Figure 4. Growth kinetics of the UL51 mutant virus in MDBK cells.

Figure 4

Growth of the wild-type (■), UL51Δ76-232 mutant (●) and UL51 revertant (▲) viruses. For single-step growth kinetics, MDBK cells were infected with an MOI of 1. At 3, 6, 9, 12, and 24 hpi, extracellular A. and intracellular B. virus particles were collected, and virus yields were determined by titration on MDBK cells. Each data point represents the mean ± standard deviation of three independent experiments.

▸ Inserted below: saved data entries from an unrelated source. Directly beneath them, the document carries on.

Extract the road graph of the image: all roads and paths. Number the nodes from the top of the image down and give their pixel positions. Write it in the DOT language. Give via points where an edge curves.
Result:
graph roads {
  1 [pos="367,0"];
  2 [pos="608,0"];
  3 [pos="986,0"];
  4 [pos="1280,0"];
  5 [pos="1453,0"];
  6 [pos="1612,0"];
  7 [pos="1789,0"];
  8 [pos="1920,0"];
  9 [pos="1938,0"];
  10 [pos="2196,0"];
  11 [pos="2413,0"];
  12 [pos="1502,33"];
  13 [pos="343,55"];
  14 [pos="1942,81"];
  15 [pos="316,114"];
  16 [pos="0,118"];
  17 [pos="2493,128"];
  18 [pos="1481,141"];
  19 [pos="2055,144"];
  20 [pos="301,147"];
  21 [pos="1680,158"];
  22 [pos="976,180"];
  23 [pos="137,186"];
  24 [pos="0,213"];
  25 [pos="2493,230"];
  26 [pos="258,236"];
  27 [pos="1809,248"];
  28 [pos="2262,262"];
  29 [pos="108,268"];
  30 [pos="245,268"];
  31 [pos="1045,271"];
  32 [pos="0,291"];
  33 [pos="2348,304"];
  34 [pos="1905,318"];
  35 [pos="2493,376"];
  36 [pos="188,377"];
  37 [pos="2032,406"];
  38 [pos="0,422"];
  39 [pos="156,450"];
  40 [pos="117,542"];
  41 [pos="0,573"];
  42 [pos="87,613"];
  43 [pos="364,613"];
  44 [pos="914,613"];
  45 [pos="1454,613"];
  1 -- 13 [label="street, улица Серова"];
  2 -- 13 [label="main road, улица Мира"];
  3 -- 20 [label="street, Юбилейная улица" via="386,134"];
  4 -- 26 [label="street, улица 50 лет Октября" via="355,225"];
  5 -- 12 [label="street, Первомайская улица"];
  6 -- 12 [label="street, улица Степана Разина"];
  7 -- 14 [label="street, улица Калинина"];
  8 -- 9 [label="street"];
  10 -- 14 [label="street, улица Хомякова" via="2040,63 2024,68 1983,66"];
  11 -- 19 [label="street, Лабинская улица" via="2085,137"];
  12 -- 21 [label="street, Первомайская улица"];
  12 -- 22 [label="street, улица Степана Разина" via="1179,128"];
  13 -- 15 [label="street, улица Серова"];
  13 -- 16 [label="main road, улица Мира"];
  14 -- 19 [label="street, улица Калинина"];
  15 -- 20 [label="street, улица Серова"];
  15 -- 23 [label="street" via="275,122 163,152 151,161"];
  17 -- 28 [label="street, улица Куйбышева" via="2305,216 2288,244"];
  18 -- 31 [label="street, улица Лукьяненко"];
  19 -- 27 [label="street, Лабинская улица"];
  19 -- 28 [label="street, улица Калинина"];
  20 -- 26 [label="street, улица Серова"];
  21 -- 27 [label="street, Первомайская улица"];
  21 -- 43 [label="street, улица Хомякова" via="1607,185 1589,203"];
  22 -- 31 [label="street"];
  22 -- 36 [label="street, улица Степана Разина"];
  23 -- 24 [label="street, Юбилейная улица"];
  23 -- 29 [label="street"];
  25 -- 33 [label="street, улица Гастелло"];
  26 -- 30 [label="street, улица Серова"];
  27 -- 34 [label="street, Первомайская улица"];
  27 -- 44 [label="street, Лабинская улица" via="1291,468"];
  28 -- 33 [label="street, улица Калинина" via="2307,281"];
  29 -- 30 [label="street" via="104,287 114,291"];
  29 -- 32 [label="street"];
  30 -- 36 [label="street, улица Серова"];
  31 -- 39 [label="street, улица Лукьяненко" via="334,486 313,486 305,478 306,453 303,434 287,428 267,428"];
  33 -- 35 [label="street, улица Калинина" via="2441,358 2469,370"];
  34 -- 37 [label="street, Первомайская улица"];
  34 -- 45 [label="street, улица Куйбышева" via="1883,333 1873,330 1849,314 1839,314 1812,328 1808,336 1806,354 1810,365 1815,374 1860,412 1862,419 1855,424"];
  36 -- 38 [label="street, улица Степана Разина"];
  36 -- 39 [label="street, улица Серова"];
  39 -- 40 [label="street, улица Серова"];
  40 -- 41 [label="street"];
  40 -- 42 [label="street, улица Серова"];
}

For multi-step growth kinetics, MDBK cells were infected with the indicated viruses at an MOI 0.01. Extracellular C. and intracellular D. virus particles were sampled at 12, 24, 48, and 72 hpi, and titrated on MDBK cells. Each data point represents the mean ± standard deviation of three independent experiments. E. Plaque morphology and plaque size of the vBoHV-1, UL51Δ76-232, and vBoHV1-UL51R viruses. MDBK cells were infected with 200 PFU per well of the indicated viruses, and overlaid with methylcellulose. After 48 h, the cells were fixed and stained with crystal violet. F. The plaque area was analyzed with an Olympus IX70® Microscope. The mean percentages of the plaques and standard errors were determined by counting 50 random plaques of each virus, and the significance level was calculated using a t-test (***, P < 0.0001).